Si je devais citer des morceaux de rap qui ont changé ma vie ce serait d’abord Egérie de Nekfeu ; pas pour le morceau en tant que tel, parce que j’aurais pu dire Humanoïde ou d’autres, mais plus pour la transition. Il a passé une partie de sa carrière sur des battles, des freestyles, des featurings, des projets de groupe et autres. Puis avec le titre Egérie, il sort le premier extrait de son album solo. Je m’en rappellerai toujours. J’étais avec un ami sur ma terrasse et à la première écoute, on n’a vraiment pas aimé. Ça changeait beaucoup de ce qu’il faisait à l’époque, on n’avait pas l’habitude de le découvrir sous cet angle ! Puis aujourd’hui, c’est devenu l’un de mes sons préférés. J’aime beaucoup ce cheminement de pensée et changement d’opinion sur une musique, ça veut dire qu’elle est intéressante à analyser.

Ensuite ce serait Ma définition, de Booba. J’admire particulièrement cet artiste car je n’ai jamais vu un tel lyriciste qui conserve sa réalité. À l’inverse de Nekfeu, qui va avoir une musique très belle et organisée, Booba conserve quelque chose de brut. Il y a des images, c’est simple, efficace, et ça te parle directement !

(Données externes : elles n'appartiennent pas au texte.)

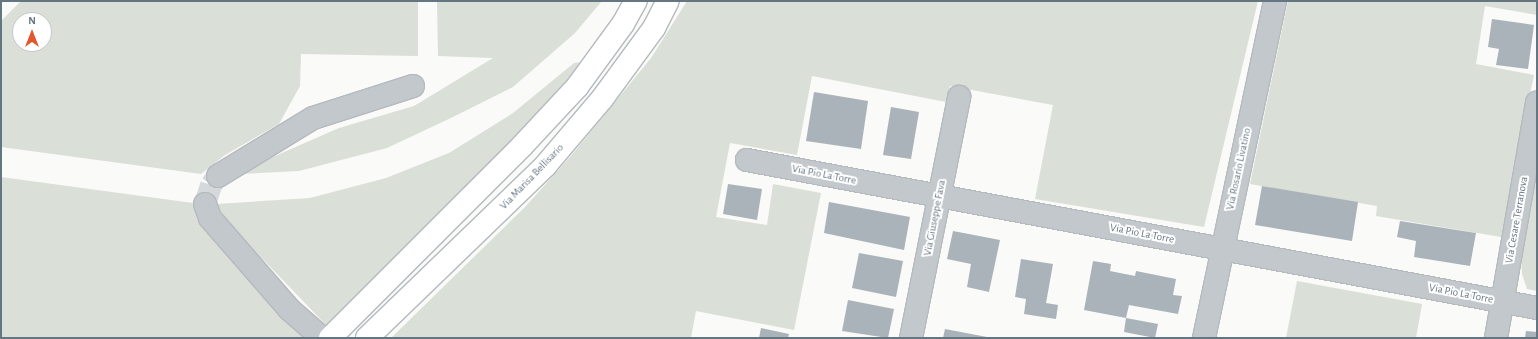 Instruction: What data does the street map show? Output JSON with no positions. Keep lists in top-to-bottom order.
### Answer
{
  "streets": {
    "main road": ["Via Marisa Bellisario"],
    "street": [
      "Via Rosario Livatino",
      "Via Pio La Torre",
      "Via Giuseppe Fava",
      "Via Cesare Terranova"
    ]
  },
  "crossings": [
    ["Via Rosario Livatino", "Via Pio La Torre"],
    ["Via Pio La Torre", "Via Giuseppe Fava"],
    ["Via Pio La Torre", "Via Cesare Terranova"]
  ],
  "north": "top"
}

Et enfin, je dirais Indomptable de Georgio. Il y a ce même aspect “brut” que chez Booba. Il donne toute sa rage dans sa musique, il va droit au cœur. C’est rare que j’ai ce ressenti sur une musique ! Même si aujourd’hui je ne suis plus vraiment sa carrière, je sais que Georgio reste un artiste qui peut toujours me surprendre.

© Augustin Décarsin

Quelle place occupent les collaborations dans ton travail, et notamment celle avec Malter sur votre EP ?

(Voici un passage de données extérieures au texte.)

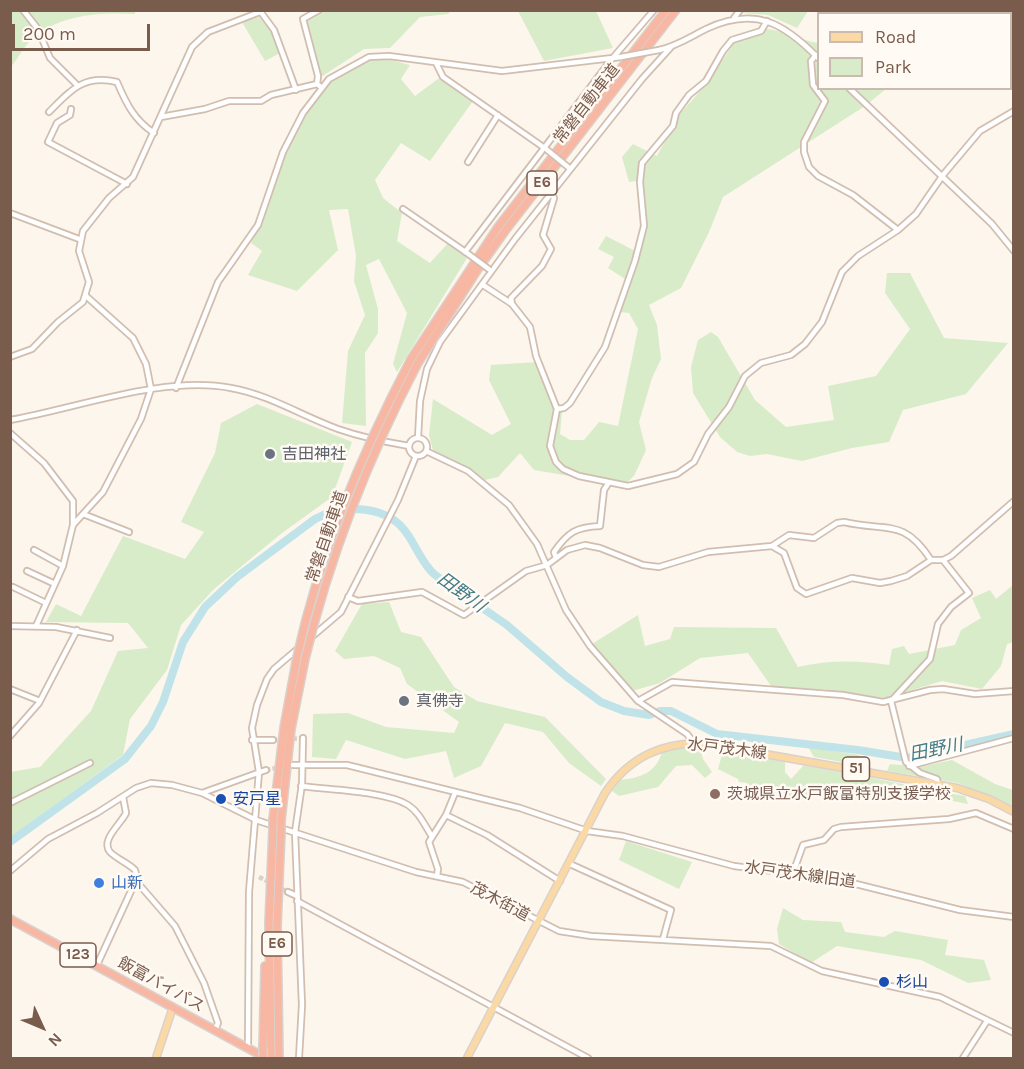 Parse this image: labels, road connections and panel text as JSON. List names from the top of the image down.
{
  "streets": {
    "highway": [
      "常磐自動車道",
      "E6",
      "123",
      "飯富バイパス"
    ],
    "main road": ["水戸茂木線", "51"],
    "street": ["水戸茂木線旧道", "茂木街道"]
  },
  "crossings": [
    ["常磐自動車道", "飯富バイパス"],
    ["水戸茂木線", "水戸茂木線旧道"],
    ["水戸茂木線", "茂木街道"]
  ],
  "water": ["田野川"],
  "places": [
    "吉田神社",
    "真佛寺",
    "茨城県立水戸飯富特別支援学校",
    "安戸星",
    "山新",
    "杉山"
  ],
  "legend": ["Road", "Park"],
  "scale_bar": "200 m",
  "north": "bottom right"
}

Avec Malter, on se connaissait depuis la maternelle sans jamais avoir été très proches.  Après la sortie de mon single Dimanche, on a repris contact car on faisait tous les deux de la musique. Malter m’a envoyé quelques prods et a fait exprès de laisser sa voix sur l’une d’entre elles. Là, je me suis pris une grosse claque : j’ai adoré ce qu’il faisait. Nos styles s’accordaient parfaitement. La musique nous a rapprochés et aujourd’hui c’est un ami très proche. On voyage ensemble, on travaille ensemble, on s’influence mutuellement sur les styles de musiques que l’on écoute et puis on a sorti un projet ensemble ! Je travaille principalement avec un cercle d’amis proches comme Lexo et Malter. Puis tout autour de ce petit cercle gravitent d’autres gens qui créent d’autres cercles et c’est comme ça qu’on crée une cohésion de groupe. On se donne tous de la force mutuellement, en plaçant la passion au centre de notre travail.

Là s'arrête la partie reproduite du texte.